The shadows were long on the brown hills the next time I looked out from the line of pillars, and my mind was awash in enchantment. Never had I imagined the kind of complexity used to seal the Kir’Navarrin gateway: tangled intricacies of words and gestures, senses and abstractions, mental acrobatics so strenuous that demon combat seemed tame. I had to cast fragile lines of magical commands into the teeming ocean of enchantments that comprise the natural world, wait until I felt a response no easier to notice than the pressure of a snowflake landing on my hair, then snatch it in before a gnat could twitch its eye, and weave the answer into the key that I was building.
Of course, it is easy to say that I was the one who did all this, but, in truth, it was the demon. He wielded my sight and hearing, my touch and taste and smell in this combat of sorcery as a Derzhi warrior uses his sword, his horse, his body, knife, and whip to define and encompass the art of war. Though I brought my own mind and experience to bear upon the problems we had to solve, I neither moved nor spoke without his bidding, and the farther we progressed through the sixty pairs of pillars, the more completely I was forced to rely upon his instruction. If ever a being was born to ride a horse or rule an empire, I believed it was Aleksander; but if ever one was born to wield melydda, it was Denas.
Enough. We’ll not open the last pair until they come. The ylad lurks somewhere nearby, waiting to get through the gate before anyone can stop him, but Vyx must go through first.
“Vyx?”
Vyx is not the fool he appears . . .
He said no more than this. Articulated words were becoming less necessary as the hours of our joining accumulated. A single thought from either of us would open up the associated portion of memory, understanding, and knowledge to the other. With this brief reference to the mischievous architect of my corruption, I learned that Vyx could have accomplished the work we had just done in half the time it had taken us, and that if any being, mortal or immortal, could prevent the breach of the fortress, it was the slender, teasing demon. The easy acquisition of such understanding did not preclude astonishment at the revelation.
I was mortally tired. I could not remember when I had last slept. My head was swimming with the enchantments I had learned in the past hours, a level of complexity the finest Ezzarian scholars had never imagined. And my stomach was gnawing on itself, having had nothing in it for far too long. But before trying to deal with hunger and steal some rest, I needed to see how the landscape of disaster had changed in the hours I had worked.

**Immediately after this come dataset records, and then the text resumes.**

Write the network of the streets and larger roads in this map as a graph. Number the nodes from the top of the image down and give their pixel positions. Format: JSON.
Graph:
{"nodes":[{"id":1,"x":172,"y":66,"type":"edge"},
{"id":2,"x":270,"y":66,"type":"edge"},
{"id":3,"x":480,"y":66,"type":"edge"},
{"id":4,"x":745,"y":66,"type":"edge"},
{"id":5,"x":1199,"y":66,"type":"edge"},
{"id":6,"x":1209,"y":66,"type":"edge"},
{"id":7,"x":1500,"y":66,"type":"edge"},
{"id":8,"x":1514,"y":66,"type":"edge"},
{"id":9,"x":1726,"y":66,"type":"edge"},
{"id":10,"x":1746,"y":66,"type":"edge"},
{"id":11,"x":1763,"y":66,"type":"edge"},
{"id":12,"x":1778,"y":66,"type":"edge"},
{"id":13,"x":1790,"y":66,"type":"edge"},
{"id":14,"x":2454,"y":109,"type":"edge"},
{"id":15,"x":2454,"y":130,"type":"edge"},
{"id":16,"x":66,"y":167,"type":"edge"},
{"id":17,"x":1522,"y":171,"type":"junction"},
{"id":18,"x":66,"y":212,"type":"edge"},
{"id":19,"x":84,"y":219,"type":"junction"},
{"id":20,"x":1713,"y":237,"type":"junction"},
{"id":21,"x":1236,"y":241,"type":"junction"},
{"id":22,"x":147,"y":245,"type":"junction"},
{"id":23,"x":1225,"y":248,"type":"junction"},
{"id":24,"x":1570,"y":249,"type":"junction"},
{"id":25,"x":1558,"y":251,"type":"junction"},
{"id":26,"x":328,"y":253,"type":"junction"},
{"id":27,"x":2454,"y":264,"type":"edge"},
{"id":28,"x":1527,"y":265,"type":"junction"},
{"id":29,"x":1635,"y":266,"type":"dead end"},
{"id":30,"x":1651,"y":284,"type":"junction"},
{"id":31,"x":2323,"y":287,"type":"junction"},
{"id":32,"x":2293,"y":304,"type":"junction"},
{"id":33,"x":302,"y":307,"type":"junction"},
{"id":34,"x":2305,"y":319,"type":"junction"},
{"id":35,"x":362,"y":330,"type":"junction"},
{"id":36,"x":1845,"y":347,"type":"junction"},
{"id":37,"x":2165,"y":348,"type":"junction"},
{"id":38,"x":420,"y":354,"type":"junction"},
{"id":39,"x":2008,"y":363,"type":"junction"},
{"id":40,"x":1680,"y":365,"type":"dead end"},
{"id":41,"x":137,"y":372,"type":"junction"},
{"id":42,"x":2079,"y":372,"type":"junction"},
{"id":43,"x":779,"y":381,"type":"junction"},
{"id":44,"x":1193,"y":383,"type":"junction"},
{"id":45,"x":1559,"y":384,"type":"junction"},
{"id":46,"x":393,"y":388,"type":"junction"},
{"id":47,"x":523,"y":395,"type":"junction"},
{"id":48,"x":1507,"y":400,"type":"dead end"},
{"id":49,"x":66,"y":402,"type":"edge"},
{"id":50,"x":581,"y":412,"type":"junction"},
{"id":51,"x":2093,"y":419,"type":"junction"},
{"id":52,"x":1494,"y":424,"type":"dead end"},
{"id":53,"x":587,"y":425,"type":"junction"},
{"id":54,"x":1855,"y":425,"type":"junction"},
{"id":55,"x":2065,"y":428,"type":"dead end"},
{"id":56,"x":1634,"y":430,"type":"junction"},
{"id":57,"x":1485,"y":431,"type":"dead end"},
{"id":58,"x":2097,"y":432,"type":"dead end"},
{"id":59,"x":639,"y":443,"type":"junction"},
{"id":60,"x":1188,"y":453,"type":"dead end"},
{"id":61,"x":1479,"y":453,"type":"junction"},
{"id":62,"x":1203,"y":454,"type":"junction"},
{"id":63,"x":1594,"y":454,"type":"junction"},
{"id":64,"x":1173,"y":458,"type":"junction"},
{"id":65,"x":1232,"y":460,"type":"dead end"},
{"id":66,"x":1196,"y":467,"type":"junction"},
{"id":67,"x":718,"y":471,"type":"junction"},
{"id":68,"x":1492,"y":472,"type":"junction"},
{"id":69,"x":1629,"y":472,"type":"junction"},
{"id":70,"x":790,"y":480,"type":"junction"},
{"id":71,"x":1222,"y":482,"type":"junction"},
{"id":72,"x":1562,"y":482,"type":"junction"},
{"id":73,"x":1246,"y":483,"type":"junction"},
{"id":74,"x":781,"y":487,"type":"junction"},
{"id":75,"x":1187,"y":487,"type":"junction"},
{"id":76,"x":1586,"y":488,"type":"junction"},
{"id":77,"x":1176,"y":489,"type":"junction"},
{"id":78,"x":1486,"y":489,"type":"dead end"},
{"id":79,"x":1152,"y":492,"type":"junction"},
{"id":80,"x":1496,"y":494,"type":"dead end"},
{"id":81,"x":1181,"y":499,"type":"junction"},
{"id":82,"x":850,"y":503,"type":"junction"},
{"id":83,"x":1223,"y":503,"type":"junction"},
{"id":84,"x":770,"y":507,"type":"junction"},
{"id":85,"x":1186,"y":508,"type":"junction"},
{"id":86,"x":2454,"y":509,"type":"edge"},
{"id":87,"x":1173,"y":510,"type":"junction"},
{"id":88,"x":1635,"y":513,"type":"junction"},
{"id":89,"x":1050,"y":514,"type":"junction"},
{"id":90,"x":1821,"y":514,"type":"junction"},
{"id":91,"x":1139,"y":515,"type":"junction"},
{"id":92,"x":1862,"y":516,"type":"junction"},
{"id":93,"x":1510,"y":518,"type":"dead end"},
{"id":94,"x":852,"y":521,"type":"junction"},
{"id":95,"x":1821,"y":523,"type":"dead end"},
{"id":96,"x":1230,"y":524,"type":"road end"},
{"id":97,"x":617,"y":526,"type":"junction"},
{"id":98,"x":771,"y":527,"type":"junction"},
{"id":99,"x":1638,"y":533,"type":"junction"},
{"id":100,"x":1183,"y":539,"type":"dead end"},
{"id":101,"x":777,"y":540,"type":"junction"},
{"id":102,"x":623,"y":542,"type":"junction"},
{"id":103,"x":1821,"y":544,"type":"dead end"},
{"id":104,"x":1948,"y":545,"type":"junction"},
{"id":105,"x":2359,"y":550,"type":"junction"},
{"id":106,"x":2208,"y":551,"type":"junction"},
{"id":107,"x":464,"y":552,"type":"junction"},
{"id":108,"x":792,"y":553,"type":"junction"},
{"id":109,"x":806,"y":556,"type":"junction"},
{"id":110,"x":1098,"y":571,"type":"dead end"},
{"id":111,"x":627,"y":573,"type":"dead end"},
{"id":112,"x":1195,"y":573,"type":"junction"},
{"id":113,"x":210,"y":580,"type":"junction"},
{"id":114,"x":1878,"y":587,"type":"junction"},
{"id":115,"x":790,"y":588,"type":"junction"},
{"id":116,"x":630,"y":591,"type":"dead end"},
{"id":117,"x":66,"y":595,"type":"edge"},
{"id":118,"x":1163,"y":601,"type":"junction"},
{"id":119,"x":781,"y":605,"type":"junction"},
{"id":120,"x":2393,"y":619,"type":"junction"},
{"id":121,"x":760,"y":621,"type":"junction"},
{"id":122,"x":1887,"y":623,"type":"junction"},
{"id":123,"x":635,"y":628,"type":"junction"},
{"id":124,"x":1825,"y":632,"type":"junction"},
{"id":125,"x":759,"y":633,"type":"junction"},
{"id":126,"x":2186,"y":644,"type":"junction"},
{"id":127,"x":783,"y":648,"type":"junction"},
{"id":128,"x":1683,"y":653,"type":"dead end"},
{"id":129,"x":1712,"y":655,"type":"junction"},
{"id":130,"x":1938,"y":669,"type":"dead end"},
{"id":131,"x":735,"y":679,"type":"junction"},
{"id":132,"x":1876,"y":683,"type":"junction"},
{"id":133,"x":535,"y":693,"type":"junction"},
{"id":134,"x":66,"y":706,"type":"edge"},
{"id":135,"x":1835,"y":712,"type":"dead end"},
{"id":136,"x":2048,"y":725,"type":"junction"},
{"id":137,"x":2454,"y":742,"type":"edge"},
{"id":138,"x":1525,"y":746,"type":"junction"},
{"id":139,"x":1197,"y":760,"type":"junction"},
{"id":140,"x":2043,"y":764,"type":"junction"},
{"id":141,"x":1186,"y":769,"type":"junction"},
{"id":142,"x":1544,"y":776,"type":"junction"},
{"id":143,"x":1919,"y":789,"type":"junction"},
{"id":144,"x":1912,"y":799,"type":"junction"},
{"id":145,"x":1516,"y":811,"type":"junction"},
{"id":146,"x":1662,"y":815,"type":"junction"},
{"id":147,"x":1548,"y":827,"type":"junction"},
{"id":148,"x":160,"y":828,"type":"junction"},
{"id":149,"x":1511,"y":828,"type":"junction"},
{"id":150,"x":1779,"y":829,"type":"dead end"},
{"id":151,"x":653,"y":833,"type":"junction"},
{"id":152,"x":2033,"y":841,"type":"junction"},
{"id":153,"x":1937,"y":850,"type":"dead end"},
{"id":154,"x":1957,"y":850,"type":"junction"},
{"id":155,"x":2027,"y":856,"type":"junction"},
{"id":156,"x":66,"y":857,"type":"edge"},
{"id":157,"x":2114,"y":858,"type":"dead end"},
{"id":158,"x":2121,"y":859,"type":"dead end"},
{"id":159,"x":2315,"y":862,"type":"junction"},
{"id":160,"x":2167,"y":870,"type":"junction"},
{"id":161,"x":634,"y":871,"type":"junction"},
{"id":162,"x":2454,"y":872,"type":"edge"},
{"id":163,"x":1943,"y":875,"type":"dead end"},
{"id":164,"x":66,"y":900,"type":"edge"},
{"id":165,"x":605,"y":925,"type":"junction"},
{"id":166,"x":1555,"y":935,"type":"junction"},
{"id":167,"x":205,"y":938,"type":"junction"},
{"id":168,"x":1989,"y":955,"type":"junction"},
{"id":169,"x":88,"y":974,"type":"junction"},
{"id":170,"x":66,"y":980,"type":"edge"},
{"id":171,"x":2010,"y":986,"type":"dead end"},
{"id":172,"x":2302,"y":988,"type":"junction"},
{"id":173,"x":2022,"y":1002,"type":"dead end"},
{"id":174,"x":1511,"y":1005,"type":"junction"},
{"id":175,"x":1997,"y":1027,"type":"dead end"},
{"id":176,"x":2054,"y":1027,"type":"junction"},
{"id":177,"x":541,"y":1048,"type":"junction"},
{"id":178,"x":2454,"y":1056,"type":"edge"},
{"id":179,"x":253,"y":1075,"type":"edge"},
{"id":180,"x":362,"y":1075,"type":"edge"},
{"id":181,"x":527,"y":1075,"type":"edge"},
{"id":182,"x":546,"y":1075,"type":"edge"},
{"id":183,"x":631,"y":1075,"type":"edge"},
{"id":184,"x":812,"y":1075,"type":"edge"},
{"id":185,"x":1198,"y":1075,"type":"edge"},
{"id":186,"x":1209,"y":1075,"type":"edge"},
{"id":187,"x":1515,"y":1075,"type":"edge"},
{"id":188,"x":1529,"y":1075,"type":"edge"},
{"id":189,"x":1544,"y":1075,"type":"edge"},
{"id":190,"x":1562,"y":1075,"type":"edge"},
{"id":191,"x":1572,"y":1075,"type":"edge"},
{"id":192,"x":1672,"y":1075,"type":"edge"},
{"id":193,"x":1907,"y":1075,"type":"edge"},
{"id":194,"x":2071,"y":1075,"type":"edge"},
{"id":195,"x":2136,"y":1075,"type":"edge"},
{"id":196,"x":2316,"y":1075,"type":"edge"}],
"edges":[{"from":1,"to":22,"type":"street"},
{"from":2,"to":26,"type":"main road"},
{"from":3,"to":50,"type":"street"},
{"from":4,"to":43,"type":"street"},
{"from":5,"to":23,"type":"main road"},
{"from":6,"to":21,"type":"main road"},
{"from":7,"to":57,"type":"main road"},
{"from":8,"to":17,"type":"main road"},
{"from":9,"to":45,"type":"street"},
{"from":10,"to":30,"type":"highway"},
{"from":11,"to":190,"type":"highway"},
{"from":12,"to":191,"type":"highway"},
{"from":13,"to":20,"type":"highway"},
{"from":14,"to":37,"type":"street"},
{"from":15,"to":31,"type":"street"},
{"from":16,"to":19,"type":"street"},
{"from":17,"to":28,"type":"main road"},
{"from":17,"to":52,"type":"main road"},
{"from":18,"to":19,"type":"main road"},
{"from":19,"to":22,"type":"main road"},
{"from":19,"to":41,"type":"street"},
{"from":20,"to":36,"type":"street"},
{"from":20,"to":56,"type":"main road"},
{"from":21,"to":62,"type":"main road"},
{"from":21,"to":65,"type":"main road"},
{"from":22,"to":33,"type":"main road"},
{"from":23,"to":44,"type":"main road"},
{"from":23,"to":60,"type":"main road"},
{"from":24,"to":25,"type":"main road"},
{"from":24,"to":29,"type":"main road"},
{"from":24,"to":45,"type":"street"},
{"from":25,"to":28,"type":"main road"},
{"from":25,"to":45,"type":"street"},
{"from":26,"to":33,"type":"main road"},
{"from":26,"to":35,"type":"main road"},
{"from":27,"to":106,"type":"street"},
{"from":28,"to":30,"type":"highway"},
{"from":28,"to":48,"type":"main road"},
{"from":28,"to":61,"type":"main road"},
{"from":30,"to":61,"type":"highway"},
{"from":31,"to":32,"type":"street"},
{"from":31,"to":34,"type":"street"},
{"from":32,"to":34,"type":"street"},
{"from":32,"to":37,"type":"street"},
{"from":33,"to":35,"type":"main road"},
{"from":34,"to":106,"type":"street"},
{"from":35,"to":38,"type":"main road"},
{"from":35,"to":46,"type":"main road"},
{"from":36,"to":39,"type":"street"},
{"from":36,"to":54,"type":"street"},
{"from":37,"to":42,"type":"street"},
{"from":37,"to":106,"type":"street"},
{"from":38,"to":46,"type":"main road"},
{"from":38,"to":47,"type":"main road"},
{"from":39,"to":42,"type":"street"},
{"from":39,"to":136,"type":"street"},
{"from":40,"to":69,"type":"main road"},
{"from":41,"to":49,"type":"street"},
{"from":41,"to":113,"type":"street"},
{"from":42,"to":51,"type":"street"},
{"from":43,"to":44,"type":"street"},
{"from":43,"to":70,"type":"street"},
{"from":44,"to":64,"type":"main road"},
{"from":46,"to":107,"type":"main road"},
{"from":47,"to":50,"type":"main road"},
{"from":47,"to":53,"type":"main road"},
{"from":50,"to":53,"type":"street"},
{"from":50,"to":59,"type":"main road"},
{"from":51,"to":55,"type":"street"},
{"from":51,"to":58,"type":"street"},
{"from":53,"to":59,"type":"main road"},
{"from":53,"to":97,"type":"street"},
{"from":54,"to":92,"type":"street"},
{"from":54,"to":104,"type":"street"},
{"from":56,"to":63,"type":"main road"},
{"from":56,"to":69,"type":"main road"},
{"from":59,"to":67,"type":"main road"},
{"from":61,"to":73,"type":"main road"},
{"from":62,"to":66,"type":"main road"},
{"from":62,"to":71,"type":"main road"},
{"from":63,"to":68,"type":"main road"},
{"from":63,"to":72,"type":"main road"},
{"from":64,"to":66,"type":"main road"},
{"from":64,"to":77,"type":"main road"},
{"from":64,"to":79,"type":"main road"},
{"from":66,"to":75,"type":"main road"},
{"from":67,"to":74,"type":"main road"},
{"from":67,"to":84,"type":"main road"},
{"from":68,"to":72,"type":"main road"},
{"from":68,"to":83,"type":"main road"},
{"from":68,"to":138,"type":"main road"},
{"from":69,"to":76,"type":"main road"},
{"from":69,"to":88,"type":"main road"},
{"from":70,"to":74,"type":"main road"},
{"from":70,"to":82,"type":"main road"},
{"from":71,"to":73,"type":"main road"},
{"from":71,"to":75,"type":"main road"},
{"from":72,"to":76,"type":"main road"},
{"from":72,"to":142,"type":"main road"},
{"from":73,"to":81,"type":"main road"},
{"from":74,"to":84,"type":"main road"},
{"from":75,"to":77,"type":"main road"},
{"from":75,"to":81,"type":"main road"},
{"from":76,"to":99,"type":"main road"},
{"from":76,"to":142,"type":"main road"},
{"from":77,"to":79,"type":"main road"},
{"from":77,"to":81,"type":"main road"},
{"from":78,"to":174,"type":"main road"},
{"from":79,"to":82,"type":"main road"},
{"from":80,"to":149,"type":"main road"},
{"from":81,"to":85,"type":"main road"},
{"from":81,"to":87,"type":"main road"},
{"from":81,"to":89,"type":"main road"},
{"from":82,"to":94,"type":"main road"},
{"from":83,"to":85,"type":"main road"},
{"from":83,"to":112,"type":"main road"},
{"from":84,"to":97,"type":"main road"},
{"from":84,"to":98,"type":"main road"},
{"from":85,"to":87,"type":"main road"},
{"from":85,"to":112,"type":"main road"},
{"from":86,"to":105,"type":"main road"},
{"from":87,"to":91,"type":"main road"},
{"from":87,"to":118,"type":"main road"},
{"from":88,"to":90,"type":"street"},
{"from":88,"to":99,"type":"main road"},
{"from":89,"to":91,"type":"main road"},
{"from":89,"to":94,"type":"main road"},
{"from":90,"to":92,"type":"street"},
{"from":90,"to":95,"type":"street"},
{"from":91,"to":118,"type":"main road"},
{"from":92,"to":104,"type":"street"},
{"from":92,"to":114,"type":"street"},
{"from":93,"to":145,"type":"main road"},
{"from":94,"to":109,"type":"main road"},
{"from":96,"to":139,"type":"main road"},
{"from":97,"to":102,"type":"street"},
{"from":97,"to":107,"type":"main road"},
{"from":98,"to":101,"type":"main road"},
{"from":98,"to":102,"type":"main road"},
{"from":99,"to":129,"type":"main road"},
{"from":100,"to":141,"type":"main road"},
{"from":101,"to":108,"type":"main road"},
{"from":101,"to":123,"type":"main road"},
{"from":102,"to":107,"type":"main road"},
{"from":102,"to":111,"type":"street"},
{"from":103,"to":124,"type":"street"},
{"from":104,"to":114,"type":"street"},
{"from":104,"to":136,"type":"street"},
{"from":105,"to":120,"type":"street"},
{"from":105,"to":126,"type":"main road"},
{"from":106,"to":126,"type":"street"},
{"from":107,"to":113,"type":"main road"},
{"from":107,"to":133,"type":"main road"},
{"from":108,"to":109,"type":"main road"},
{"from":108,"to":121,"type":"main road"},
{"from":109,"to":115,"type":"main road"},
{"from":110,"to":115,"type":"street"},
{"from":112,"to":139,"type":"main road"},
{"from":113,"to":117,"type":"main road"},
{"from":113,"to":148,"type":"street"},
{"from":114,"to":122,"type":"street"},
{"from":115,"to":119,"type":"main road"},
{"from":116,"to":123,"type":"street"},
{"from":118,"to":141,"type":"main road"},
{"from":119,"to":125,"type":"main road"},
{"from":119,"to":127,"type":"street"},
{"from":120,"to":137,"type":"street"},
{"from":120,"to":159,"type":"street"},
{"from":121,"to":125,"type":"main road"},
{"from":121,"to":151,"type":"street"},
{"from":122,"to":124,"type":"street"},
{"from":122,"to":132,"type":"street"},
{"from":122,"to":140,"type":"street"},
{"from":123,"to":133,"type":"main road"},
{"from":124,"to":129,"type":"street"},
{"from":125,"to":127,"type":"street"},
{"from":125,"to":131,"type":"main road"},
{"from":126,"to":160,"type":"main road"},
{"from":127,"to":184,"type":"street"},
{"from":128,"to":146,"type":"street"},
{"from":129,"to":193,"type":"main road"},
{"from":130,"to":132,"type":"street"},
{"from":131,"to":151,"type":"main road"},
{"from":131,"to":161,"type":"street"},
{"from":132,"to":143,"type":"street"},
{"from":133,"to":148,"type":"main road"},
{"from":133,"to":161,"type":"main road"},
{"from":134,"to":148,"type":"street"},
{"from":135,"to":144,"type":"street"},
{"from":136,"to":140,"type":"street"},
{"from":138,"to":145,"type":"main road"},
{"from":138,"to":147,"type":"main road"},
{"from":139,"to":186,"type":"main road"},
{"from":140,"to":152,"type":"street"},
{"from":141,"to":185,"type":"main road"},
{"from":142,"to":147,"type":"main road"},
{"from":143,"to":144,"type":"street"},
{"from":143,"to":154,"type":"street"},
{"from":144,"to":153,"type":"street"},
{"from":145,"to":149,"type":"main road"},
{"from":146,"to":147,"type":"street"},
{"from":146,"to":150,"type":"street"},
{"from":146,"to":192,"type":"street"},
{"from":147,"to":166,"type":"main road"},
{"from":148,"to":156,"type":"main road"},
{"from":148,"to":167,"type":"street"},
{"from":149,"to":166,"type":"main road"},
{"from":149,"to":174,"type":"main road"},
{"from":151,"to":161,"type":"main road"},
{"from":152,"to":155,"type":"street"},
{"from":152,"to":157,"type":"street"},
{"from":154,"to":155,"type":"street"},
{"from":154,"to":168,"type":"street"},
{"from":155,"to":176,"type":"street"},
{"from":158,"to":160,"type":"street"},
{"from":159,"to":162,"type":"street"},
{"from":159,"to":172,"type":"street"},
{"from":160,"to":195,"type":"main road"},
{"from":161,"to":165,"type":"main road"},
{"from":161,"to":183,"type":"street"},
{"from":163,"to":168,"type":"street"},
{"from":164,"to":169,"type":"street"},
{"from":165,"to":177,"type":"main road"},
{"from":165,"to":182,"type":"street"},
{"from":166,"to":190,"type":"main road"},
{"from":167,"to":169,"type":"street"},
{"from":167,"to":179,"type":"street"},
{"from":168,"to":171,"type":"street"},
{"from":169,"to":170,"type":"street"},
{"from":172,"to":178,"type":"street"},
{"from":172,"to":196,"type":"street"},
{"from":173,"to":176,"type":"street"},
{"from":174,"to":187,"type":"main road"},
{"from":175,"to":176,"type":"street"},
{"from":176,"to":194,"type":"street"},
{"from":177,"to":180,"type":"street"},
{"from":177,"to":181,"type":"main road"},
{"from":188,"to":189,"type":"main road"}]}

There were too many eyes about to consider my usual form, so I searched out what new knowledge I might have of shapeshifting. My demon partner did not deign to speak—his disdain of flesh was doubled for beastflesh. But after a number of false starts and considerable discomfort, I managed to conjure myself the body of a falcon . . . and instantly believed I’d made a terrible mistake. I came near choking with the panicked suffocation of close confinement. But it was only for a moment, until I experienced the efficiencies of a body shaped for flight and the usefulness of eyes designed to see the small creatures scuttering through the dry grass far below—creatures that quickly satisfied the cravings of my empty stomach. I smiled inside my feathered head. Soldiers’ eyes would be turned to the sky, watching for omens. Seeing a falcon, the symbol of Aleksander’s house, might give the rebels pause.